▶ **The task**
The records below need to come back exactly as they are, pictures omitted.

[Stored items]

-- Opening Marker --

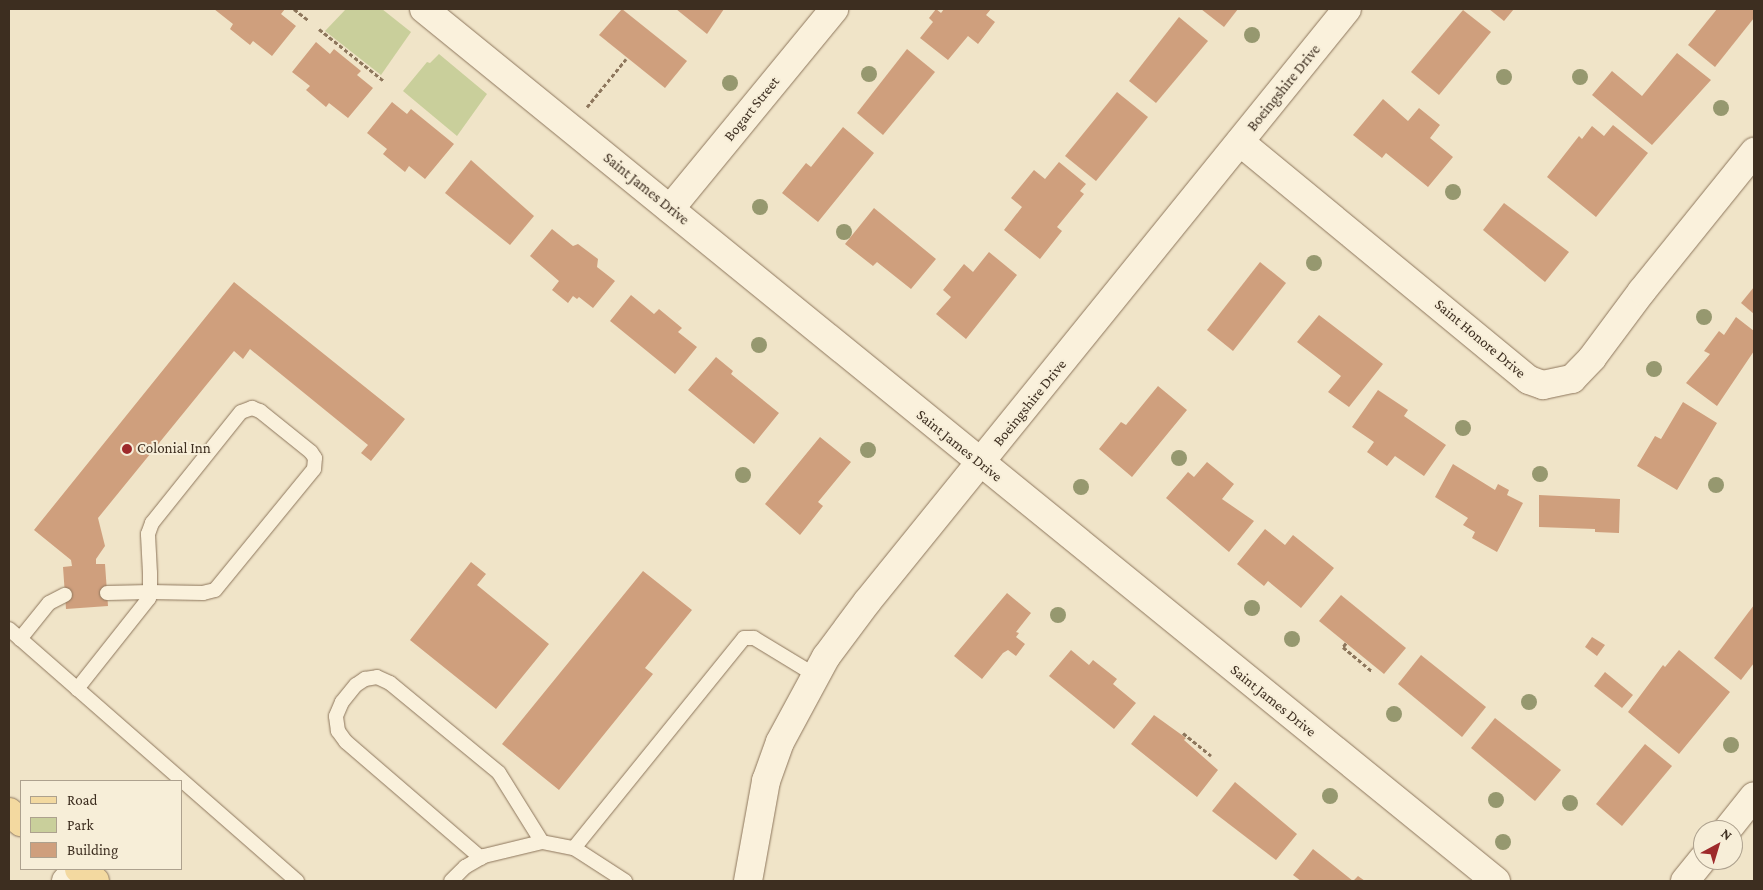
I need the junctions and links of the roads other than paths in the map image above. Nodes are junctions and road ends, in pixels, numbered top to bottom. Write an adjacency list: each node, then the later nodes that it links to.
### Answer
1 (424, 9): 6 (street, Saint James Drive)
2 (834, 9): 6 (street, Bogart Street)
3 (1347, 9): 4 (street, Boeingshire Drive)
4 (1240, 142): 5 (street, Saint Honore Drive); 7 (street, Boeingshire Drive)
5 (1754, 152)
6 (670, 209): 7 (street, Saint James Drive)
7 (981, 463): 13 (street, Boeingshire Drive); 33 (street, Saint James Drive)
8 (150, 592): 8 (lane); 9 (lane); 14 (lane)
9 (107, 594)
10 (65, 595): 12 (lane)
11 (9, 629): 12 (lane)
12 (20, 639): 14 (lane)
13 (815, 675): 22 (lane); 32 (street, Boeingshire Drive)
14 (77, 689): 16 (lane)
15 (182, 780): 29 (lane)
16 (182, 780)
17 (1754, 796): 19 (street)
18 (9, 812): 20 (main road)
19 (1735, 820)
20 (20, 821)
21 (542, 842): 22 (lane); 23 (lane); 23 (lane)
22 (574, 848): 31 (lane)
23 (480, 858): 30 (lane)
24 (77, 870): 27 (street)
25 (79, 870): 28 (main road)
26 (1694, 870): 34 (street)
27 (66, 881)
28 (95, 881)
29 (298, 881)
30 (451, 881)
31 (625, 881)
32 (748, 881)
33 (1496, 881)
34 (1685, 881)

-- Closing Marker --

▶ **Completed exercise**
I need the junctions and links of the roads other than paths in the map image above. Nodes are junctions and road ends, in pixels, numbered top to bottom. Write an adjacency list: each node, then the later nodes that it links to.
### Answer
1 (424, 9): 6 (street, Saint James Drive)
2 (834, 9): 6 (street, Bogart Street)
3 (1347, 9): 4 (street, Boeingshire Drive)
4 (1240, 142): 5 (street, Saint Honore Drive); 7 (street, Boeingshire Drive)
5 (1754, 152)
6 (670, 209): 7 (street, Saint James Drive)
7 (981, 463): 13 (street, Boeingshire Drive); 33 (street, Saint James Drive)
8 (150, 592): 8 (lane); 9 (lane); 14 (lane)
9 (107, 594)
10 (65, 595): 12 (lane)
11 (9, 629): 12 (lane)
12 (20, 639): 14 (lane)
13 (815, 675): 22 (lane); 32 (street, Boeingshire Drive)
14 (77, 689): 16 (lane)
15 (182, 780): 29 (lane)
16 (182, 780)
17 (1754, 796): 19 (street)
18 (9, 812): 20 (main road)
19 (1735, 820)
20 (20, 821)
21 (542, 842): 22 (lane); 23 (lane); 23 (lane)
22 (574, 848): 31 (lane)
23 (480, 858): 30 (lane)
24 (77, 870): 27 (street)
25 (79, 870): 28 (main road)
26 (1694, 870): 34 (street)
27 (66, 881)
28 (95, 881)
29 (298, 881)
30 (451, 881)
31 (625, 881)
32 (748, 881)
33 (1496, 881)
34 (1685, 881)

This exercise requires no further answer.